-- What you have to do --
Write again exactly the lines in the listing below, starting at the line with "index pip: (19, 136)" and ending at the line with "index pip: (190, 204)", both included. Pictures are not copied.
##### Data shown
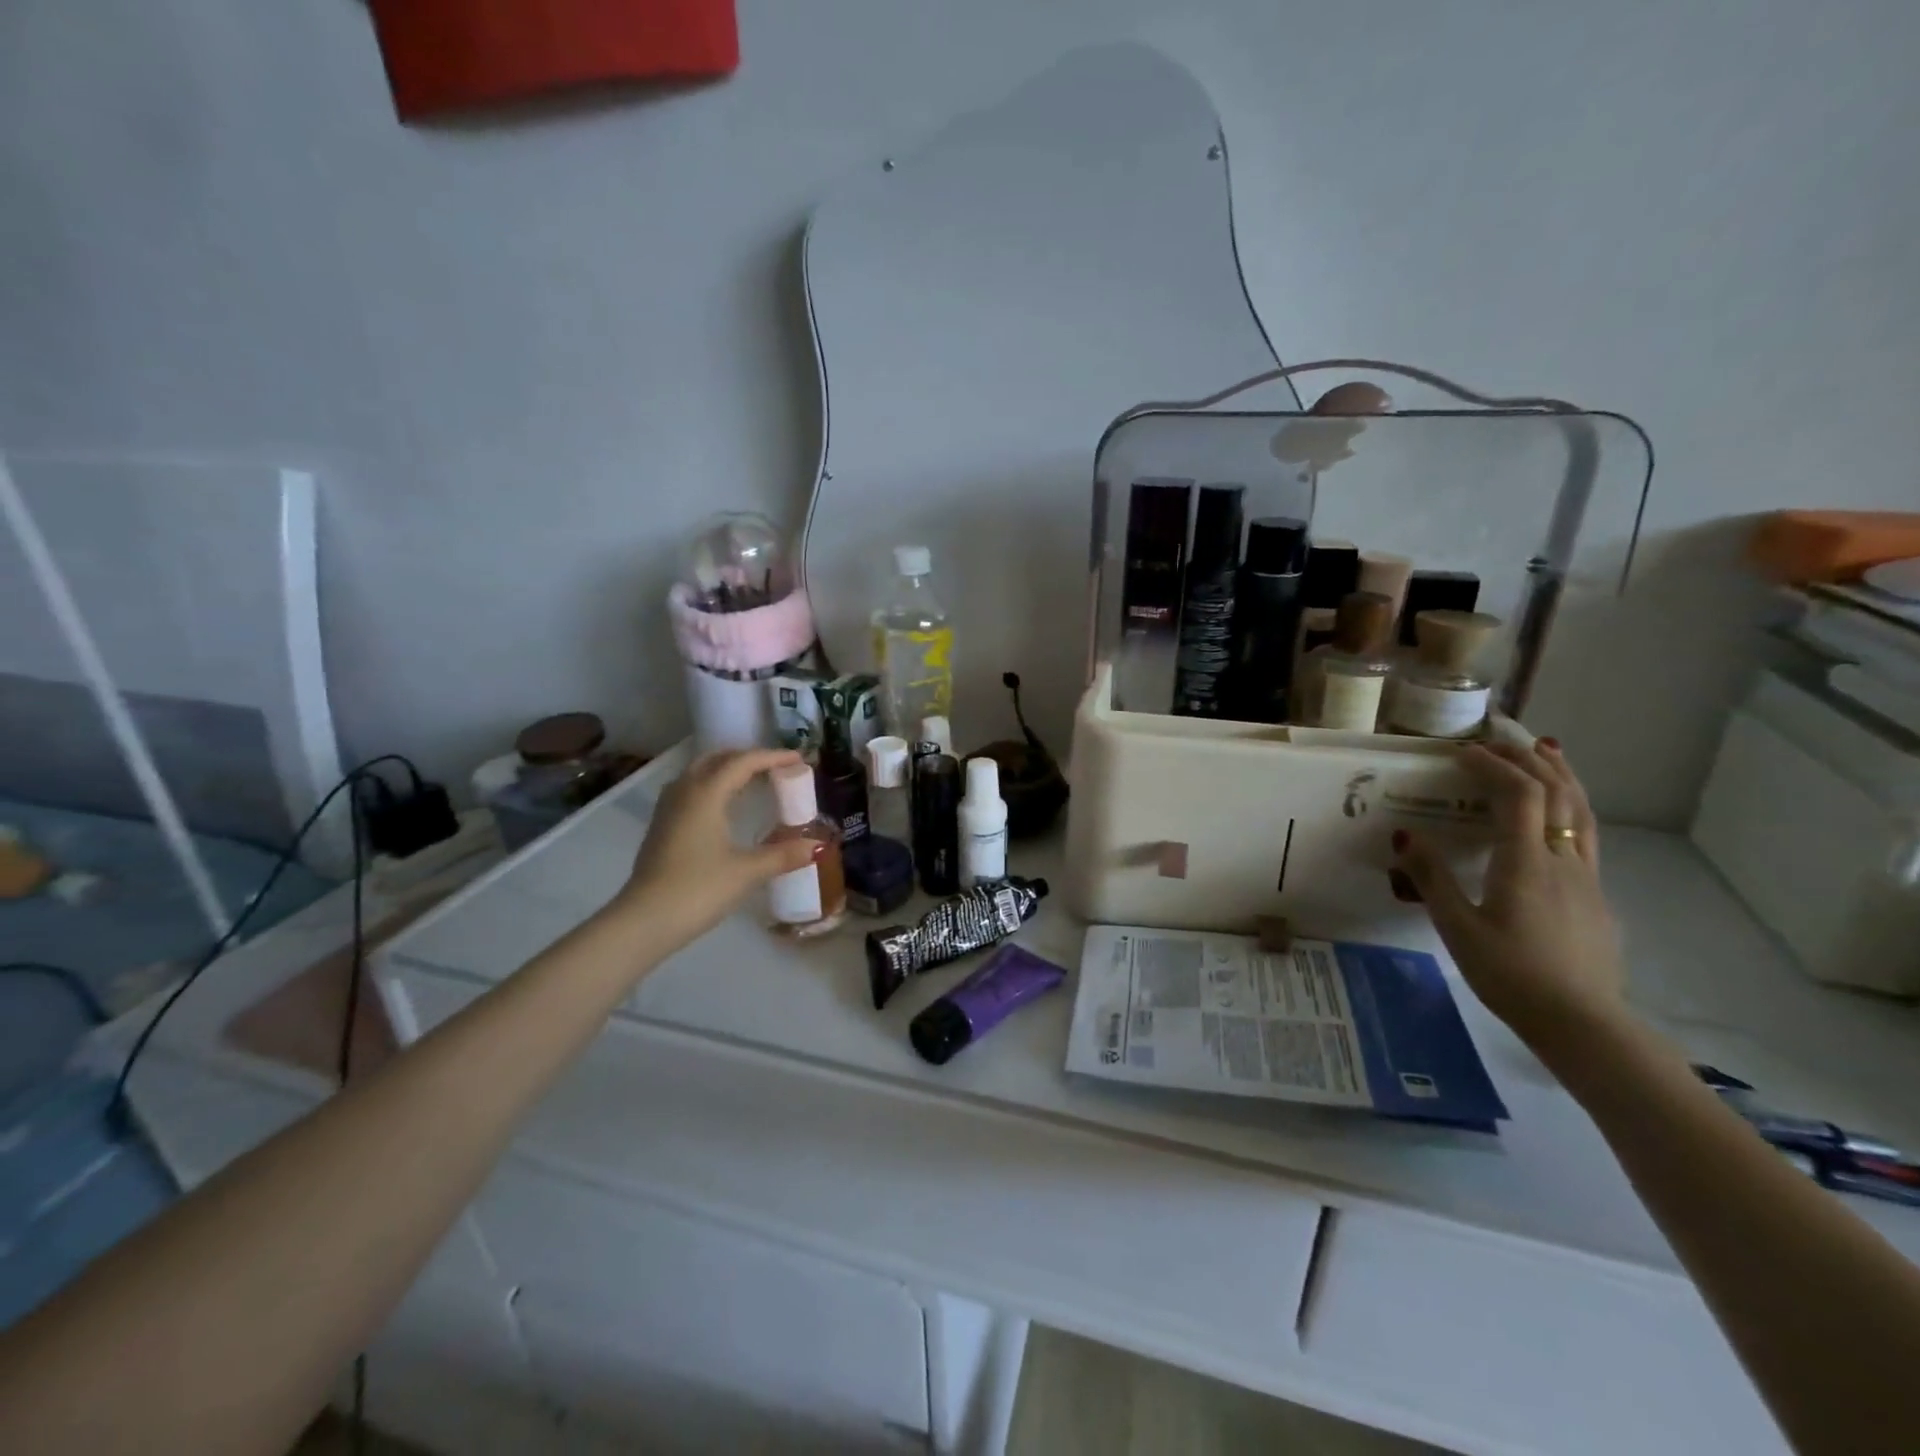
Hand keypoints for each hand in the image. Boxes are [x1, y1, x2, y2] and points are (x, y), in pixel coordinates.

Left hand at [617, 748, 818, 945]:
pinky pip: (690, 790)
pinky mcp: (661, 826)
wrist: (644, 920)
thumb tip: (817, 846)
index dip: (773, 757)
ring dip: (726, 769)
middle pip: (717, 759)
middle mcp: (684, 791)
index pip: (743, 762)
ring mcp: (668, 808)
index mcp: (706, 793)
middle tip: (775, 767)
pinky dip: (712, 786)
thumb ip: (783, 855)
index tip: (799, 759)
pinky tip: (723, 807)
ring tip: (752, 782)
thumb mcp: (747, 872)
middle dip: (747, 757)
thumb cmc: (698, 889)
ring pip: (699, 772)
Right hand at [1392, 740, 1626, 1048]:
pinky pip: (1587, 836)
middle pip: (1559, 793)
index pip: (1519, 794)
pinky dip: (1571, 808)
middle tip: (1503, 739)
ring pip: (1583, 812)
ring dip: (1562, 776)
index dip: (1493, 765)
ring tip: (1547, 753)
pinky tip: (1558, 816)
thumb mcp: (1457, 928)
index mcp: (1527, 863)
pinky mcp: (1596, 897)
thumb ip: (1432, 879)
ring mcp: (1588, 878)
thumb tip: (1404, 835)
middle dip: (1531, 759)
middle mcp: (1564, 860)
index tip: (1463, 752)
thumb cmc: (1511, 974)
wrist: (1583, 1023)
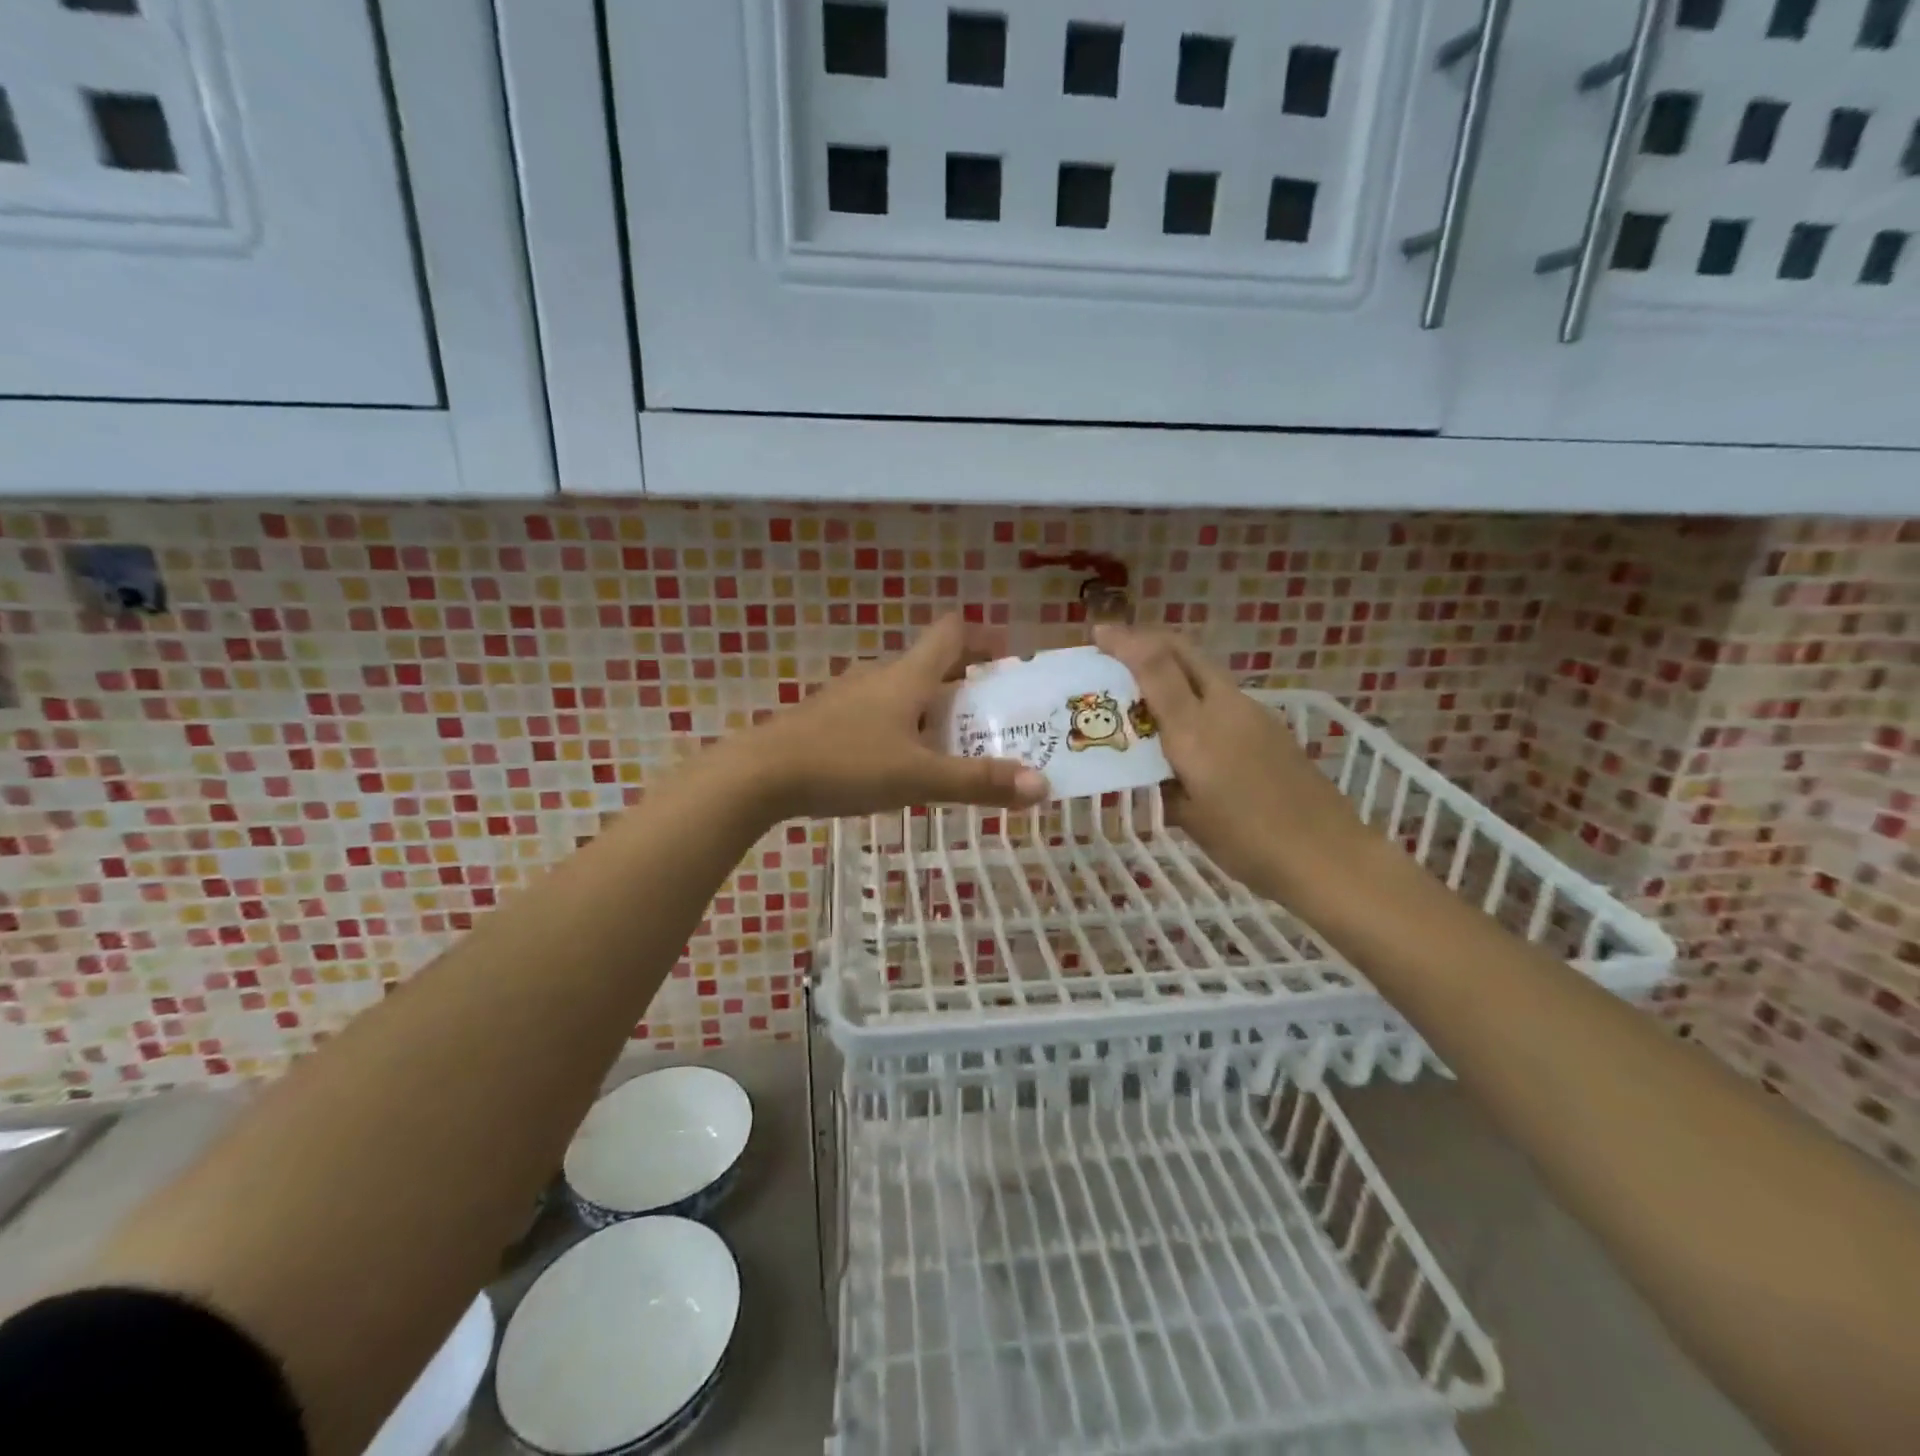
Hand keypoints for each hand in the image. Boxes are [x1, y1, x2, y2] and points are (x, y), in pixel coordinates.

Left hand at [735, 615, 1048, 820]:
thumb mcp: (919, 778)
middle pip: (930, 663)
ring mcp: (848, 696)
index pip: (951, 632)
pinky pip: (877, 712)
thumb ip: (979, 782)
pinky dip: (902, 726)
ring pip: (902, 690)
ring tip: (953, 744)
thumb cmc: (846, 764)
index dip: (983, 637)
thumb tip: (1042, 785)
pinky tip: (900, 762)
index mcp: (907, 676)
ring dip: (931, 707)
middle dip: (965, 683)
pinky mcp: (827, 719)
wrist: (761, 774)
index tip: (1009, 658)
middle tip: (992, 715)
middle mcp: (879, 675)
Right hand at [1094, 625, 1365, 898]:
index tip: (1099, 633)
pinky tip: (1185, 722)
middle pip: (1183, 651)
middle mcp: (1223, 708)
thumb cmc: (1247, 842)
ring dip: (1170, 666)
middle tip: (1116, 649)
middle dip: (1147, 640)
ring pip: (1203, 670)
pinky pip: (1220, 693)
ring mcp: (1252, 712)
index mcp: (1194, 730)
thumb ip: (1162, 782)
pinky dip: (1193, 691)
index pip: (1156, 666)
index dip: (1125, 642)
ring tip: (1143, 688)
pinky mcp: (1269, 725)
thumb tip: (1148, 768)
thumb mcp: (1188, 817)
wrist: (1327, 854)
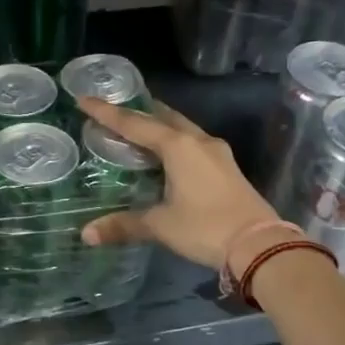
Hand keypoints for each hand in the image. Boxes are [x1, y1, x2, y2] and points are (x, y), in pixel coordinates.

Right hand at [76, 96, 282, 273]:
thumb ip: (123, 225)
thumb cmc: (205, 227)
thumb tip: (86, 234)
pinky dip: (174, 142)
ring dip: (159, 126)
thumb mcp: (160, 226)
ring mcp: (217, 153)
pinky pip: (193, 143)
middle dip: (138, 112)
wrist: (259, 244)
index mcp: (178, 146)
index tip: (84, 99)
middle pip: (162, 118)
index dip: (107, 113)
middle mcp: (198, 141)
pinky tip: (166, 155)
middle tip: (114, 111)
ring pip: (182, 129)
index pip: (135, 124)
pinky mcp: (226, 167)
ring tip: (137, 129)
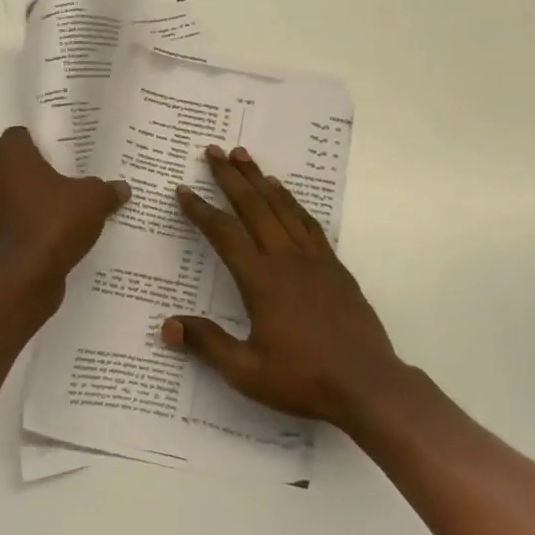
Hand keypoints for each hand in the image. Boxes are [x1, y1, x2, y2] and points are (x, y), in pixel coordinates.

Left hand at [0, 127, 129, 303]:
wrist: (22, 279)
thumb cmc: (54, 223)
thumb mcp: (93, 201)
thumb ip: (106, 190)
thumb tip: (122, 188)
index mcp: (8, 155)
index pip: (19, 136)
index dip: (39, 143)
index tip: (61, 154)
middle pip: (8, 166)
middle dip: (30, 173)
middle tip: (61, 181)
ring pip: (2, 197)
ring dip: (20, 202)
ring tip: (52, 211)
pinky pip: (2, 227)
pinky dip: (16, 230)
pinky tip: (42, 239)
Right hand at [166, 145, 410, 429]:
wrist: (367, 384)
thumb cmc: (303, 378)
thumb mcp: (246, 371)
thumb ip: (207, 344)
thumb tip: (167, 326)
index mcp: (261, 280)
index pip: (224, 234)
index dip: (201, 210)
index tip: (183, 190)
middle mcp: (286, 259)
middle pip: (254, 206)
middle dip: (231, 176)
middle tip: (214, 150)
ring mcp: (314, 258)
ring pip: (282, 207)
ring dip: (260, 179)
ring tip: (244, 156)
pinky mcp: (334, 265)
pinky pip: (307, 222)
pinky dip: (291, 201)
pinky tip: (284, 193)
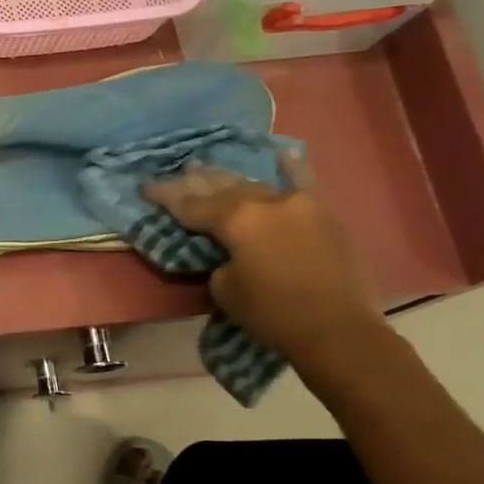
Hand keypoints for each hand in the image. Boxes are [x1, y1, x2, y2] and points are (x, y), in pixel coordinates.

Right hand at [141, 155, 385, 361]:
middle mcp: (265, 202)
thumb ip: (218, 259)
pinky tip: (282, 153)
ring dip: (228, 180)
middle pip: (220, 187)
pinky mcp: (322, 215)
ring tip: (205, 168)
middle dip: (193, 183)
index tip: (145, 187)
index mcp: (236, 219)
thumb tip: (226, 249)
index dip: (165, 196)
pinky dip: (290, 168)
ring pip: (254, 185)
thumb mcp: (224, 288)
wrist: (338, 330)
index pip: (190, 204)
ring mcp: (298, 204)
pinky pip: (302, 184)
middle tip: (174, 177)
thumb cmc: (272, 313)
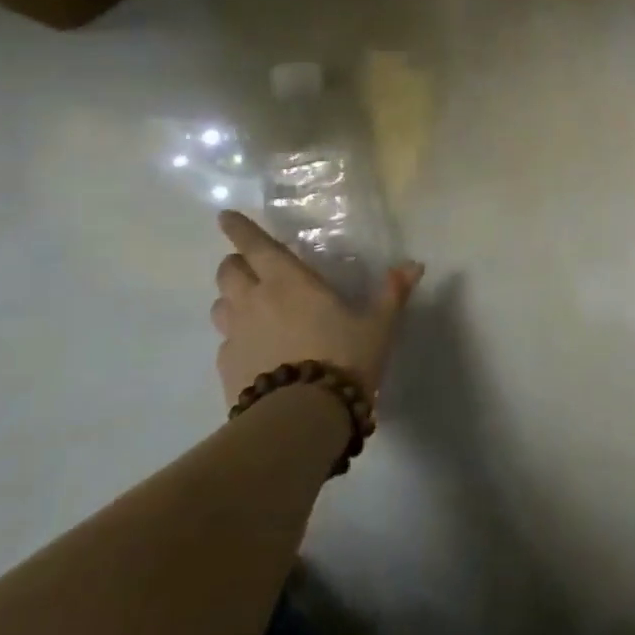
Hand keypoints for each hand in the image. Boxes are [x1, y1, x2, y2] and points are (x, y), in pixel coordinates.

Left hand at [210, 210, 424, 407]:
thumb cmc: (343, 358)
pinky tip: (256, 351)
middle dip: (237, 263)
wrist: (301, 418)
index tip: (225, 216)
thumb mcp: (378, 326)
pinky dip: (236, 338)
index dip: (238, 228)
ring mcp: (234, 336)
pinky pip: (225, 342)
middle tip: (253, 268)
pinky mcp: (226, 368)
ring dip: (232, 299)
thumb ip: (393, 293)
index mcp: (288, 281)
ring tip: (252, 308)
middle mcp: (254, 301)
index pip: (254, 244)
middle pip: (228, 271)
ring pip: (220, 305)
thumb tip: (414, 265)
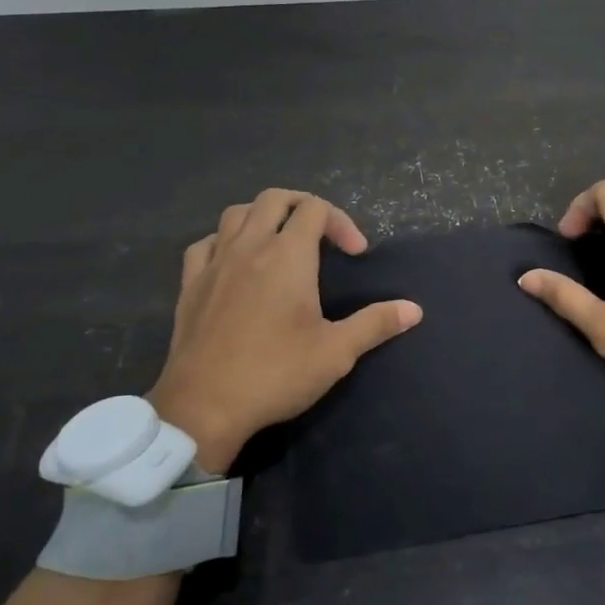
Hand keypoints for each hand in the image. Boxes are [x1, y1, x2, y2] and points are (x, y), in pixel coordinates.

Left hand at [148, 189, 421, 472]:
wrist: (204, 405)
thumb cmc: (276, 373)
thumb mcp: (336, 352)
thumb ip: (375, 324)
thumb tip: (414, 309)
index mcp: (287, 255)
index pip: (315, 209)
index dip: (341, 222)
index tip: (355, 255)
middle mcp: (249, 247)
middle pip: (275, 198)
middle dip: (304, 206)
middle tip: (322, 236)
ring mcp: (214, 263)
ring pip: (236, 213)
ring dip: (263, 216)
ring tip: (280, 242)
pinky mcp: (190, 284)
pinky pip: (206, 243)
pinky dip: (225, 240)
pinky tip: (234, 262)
##########
-- Task output --
index pip: (19, 136)
index dip: (39, 143)
index tip: (61, 154)
middle pip: (8, 166)
middle dip: (30, 173)
middle tip: (61, 181)
ring pip: (2, 197)
ring dip: (20, 202)
ring tip: (52, 211)
pinky pip: (2, 227)
pinky dip: (16, 230)
pinky tip: (42, 239)
Right hand at [166, 145, 410, 429]:
wrist: (367, 384)
thumb cmc: (303, 378)
thumb mcp: (246, 371)
thumb ip: (207, 344)
thumb tip: (167, 326)
index mcp: (261, 280)
index pip: (224, 234)
index dip: (201, 210)
index tip: (183, 190)
middle mcp: (286, 259)
middle pip: (254, 206)
middle dip: (231, 176)
middle tip: (214, 150)
ring mcp: (314, 258)
ring pip: (282, 207)
ring dip: (260, 179)
ring tip: (244, 156)
pinky mcp: (334, 265)
pinky pip: (307, 222)
pinky dip: (291, 201)
pinky tip: (284, 193)
Hand keypoints for each hand in the image. Boxes are [x1, y1, x2, y2] and points are (x, y), in pixel coordinates.

Right hand at [141, 155, 385, 361]:
middle mcp: (265, 202)
thumb ip: (218, 259)
pinky tip: (282, 153)
ring dip: (228, 180)
middle pip: (220, 187)
pinky mcp: (322, 215)
ring tip: (205, 168)
middle dip: (193, 183)
index tip: (145, 187)
index mcp: (236, 219)
thumb tip: (226, 249)
index dip: (165, 196)
pinky dip: (290, 168)
ring pip: (254, 185)
thumb mcp: (224, 288)
wrist: (338, 330)
index pip: (190, 204)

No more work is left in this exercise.